Dr. Christopher Whitlow is an endowed and tenured physician-scientist, holding the “I. Meschan Distinguished Professorship” at Wake Forest, with numerous leadership roles in medical/scientific societies at the national level. As Chief of Neuroradiology and Vice Chair of Imaging Informatics, he leads a team of talented physicians in a high volume clinical practice. Dr. Whitlow also serves as Director of the Translational Imaging Program (TIP) and Founder/Director of the Radiology Informatics and Image Processing Laboratory (RIIPL), where he leverages big data image processing, advanced analytics and artificial intelligence to improve health through research. As a physician-scientist, Dr. Whitlow has more than 20 million dollars of active research funding as lead/principal investigator and over 350 peer-reviewed publications that have resulted from his highly sited work.

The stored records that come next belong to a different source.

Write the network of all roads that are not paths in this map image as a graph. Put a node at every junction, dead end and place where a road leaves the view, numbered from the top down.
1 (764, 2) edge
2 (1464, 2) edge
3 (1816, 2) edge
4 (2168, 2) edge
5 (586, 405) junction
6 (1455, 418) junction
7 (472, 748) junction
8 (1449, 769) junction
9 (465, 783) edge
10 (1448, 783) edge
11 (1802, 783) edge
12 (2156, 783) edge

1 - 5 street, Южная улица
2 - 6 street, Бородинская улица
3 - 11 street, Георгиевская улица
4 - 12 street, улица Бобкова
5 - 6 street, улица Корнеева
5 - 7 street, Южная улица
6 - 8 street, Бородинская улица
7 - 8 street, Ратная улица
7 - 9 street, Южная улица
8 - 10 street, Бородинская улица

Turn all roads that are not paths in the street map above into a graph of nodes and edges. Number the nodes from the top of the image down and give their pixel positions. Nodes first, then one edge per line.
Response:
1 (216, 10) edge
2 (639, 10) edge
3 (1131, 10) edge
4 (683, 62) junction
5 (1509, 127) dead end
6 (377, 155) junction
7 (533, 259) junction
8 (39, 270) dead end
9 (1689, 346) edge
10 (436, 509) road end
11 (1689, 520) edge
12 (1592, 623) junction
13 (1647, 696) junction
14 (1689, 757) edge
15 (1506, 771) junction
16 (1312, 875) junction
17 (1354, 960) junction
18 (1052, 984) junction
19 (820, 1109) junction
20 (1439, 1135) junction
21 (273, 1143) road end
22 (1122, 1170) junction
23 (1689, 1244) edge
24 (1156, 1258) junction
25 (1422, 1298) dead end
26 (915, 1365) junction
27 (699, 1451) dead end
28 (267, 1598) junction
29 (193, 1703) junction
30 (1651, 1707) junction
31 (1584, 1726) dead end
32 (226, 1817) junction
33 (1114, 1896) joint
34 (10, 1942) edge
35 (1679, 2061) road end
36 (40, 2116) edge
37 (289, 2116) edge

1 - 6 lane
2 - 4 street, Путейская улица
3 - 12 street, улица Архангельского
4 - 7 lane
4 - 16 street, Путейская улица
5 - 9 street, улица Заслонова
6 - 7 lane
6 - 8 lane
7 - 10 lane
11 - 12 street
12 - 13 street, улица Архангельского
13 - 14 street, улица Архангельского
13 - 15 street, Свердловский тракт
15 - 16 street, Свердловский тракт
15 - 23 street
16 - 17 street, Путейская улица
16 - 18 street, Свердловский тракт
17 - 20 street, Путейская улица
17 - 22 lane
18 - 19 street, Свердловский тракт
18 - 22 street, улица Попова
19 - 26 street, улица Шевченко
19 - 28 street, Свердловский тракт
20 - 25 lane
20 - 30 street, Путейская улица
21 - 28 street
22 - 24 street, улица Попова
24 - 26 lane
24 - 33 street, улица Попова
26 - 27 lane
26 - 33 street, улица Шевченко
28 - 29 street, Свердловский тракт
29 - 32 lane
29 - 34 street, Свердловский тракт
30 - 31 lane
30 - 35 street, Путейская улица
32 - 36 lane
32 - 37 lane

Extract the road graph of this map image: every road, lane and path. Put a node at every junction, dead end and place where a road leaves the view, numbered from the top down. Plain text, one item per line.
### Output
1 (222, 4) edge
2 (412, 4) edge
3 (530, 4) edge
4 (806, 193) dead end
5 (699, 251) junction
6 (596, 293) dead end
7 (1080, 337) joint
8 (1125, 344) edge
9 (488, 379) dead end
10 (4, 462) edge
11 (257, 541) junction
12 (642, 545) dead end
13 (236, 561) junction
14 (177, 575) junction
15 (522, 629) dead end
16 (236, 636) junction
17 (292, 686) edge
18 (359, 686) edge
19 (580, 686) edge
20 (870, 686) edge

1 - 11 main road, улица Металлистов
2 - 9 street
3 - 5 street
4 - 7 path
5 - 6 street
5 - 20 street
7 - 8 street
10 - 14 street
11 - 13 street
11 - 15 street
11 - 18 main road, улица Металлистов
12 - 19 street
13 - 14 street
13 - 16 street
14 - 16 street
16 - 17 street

Katrin Windsor is a certified team and executive coach, and president of Fujoli PlayLabs. A former Silicon Valley VP, general manager in London and Paris and stressed-out executive, she knows that fun and play are powerful and under-appreciated antidotes to stress, and help teams stay positive, creative and productive. Kat is fluent in five languages and has coached teams in 40+ countries. She has a reputation for creating deeply connecting and uplifting learning events for professionals through Fujoli PlayLabs, virtual and in-person experiences designed to immerse your teams in creativity, positivity and connection, in an optimal amount of time. Based in neuroscience, Kat’s work brings together creativity, science and human thriving.
In order to make the Artivate Summit as accessible as possible, the Kenan Institute has waived the registration fee and is instead encouraging donations of $20.
2018 MacArthur Fellow VIJAY GUPTA is a violinist and educator whose efforts to merge music with mental health are changing the world, note by note. He is the founder of Street Symphony—a musical advocacy program that empowers citizen-musicians to engage with communities experiencing extreme poverty, incarceration and homelessness, with extraordinary results.
Called “a riveting speaker” by The New Yorker, “at once jovial and intense,” Vijay Gupta is a violinist and passionate advocate for artistic voices at the center of social justice. Gupta joined the Los Angeles Philharmonic in 2007 at age 19, after having completed an undergraduate degree in biology from Marist College and a Master’s degree in violin performance from the Yale School of Music.
Donovan Livingston is an award-winning educator, spoken word poet, and public speaker. In 2016, his Harvard Graduate School of Education convocation address “Lift Off” went viral, reaching over thirteen million views and prompting Hillary Clinton to praise, “It’s young graduates like [Livingston] who make it clear that America’s best days are still ahead.” Since his pivotal speech, Livingston has been featured on CNN, NPR, BBC, Good Morning America, and in news outlets across Europe, Australia, India, and South Africa. His convocation address was published as a book by Spiegel & Grau in 2017.